Which lines hold the word "overflow"? Copy each of them from the material.

....

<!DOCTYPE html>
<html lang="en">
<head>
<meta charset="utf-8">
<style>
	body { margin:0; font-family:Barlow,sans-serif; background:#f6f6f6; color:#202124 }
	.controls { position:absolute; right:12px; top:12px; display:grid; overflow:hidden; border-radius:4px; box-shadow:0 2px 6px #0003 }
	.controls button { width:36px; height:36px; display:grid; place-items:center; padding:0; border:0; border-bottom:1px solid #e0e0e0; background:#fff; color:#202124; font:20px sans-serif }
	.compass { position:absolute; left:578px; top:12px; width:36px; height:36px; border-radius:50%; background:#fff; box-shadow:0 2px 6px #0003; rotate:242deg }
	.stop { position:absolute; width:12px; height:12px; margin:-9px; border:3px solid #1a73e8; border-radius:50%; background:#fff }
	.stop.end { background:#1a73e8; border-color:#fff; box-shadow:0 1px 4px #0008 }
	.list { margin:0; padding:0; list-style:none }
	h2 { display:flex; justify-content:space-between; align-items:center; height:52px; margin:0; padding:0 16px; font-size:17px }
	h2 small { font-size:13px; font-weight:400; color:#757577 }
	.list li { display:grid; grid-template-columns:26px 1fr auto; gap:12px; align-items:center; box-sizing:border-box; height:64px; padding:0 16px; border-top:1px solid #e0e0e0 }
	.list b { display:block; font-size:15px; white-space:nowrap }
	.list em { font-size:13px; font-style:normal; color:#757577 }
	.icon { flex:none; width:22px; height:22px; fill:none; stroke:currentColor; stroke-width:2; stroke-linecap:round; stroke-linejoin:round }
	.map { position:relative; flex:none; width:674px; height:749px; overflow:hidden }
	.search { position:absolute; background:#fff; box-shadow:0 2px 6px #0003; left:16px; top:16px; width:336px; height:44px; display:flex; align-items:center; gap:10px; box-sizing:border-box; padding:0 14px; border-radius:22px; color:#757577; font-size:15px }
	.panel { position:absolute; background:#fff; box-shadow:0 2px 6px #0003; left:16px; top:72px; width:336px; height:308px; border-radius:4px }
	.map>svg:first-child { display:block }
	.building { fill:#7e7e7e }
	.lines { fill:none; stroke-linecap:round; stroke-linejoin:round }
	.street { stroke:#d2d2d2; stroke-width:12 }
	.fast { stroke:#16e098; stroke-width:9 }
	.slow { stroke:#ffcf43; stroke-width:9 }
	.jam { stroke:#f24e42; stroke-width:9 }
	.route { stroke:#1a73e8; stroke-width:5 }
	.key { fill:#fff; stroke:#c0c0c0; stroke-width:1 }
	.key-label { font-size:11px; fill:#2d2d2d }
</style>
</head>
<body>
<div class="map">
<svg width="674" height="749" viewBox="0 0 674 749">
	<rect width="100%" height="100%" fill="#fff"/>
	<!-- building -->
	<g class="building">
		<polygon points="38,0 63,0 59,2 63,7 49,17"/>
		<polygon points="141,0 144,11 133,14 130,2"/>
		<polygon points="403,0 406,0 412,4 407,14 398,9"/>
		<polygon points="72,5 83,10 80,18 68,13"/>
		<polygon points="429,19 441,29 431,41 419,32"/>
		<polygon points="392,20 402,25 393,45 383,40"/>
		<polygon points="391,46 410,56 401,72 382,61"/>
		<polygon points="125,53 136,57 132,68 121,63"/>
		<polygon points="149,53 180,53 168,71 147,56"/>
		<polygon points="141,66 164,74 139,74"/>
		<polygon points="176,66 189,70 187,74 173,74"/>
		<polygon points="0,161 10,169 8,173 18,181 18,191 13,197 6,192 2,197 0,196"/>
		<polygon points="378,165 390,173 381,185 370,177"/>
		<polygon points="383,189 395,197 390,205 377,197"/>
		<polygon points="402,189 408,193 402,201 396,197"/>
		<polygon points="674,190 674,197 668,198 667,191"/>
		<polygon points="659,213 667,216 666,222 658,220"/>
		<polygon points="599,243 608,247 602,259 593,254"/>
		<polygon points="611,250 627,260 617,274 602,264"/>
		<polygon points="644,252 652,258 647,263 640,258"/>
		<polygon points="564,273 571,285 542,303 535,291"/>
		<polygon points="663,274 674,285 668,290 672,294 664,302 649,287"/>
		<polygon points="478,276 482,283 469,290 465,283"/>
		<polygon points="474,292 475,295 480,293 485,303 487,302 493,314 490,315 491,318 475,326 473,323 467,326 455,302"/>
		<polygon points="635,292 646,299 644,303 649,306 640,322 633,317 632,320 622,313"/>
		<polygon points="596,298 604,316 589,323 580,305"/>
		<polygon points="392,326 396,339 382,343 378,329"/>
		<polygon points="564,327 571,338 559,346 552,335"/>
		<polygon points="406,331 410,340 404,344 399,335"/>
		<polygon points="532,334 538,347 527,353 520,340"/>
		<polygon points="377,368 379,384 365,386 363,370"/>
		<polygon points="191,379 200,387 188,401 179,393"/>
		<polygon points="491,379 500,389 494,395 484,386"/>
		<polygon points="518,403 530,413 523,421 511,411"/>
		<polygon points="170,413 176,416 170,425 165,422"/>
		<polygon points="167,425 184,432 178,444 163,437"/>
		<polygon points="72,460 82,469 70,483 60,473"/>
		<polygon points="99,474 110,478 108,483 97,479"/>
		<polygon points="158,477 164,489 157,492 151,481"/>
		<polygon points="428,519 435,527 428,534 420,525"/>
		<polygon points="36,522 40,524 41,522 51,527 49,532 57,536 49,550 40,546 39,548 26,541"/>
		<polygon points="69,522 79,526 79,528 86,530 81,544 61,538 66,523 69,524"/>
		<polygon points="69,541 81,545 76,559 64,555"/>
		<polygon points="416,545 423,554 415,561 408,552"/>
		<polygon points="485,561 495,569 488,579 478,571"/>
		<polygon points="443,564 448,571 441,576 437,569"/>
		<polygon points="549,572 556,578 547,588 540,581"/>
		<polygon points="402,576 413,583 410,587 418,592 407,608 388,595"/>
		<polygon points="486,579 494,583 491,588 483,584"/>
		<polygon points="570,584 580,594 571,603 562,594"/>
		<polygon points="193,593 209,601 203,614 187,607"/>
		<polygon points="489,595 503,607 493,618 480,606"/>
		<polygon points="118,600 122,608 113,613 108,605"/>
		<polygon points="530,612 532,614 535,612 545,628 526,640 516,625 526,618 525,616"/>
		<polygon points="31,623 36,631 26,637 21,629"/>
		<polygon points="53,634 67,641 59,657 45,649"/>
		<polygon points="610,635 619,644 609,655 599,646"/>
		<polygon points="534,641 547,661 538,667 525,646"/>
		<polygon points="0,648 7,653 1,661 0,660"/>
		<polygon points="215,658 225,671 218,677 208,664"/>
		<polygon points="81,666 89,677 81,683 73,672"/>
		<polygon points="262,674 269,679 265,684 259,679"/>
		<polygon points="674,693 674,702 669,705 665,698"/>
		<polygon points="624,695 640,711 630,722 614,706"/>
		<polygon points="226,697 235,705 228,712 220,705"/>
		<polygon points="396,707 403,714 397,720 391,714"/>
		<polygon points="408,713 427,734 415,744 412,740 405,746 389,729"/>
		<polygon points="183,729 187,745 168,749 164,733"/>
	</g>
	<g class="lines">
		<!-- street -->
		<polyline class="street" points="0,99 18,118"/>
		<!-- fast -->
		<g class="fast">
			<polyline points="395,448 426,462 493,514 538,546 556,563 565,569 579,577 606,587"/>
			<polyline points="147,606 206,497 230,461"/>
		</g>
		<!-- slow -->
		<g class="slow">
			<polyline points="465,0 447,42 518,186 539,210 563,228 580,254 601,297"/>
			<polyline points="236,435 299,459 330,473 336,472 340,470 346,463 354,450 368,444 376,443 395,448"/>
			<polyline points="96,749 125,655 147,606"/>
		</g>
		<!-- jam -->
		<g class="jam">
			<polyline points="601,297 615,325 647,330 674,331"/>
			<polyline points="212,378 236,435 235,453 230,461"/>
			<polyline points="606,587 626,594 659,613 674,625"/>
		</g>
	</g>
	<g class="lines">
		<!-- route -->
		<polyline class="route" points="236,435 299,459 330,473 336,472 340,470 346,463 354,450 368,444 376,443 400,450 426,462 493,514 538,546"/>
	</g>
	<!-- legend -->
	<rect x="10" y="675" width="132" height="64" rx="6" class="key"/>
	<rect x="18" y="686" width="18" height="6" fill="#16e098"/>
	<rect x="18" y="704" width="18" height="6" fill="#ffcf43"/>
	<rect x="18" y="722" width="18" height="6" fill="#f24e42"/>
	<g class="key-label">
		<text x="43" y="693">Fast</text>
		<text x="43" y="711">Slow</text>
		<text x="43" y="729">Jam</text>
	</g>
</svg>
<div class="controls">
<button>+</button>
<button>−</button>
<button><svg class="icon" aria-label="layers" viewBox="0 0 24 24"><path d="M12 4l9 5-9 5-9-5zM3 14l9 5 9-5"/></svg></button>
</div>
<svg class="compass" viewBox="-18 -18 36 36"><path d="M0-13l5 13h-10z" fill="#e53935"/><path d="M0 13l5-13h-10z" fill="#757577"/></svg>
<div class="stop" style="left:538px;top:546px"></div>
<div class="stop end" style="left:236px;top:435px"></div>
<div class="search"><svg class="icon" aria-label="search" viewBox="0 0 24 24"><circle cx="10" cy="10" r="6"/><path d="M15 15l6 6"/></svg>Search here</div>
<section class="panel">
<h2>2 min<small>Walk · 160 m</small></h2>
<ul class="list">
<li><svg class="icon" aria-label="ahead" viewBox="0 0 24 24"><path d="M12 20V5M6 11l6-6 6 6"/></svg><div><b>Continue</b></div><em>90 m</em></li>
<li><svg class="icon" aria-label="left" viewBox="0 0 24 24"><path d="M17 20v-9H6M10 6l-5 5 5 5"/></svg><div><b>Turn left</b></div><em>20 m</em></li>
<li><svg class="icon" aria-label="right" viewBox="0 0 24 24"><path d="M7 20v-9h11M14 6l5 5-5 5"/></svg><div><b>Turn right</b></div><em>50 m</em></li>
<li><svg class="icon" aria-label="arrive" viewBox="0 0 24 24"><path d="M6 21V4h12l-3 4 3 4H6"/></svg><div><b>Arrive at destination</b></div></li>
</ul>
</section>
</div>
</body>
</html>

....

### Answer space
	.controls { position:absolute; right:12px; top:12px; display:grid; overflow:hidden; border-radius:4px; box-shadow:0 2px 6px #0003 }
	.map { position:relative; flex:none; width:674px; height:749px; overflow:hidden }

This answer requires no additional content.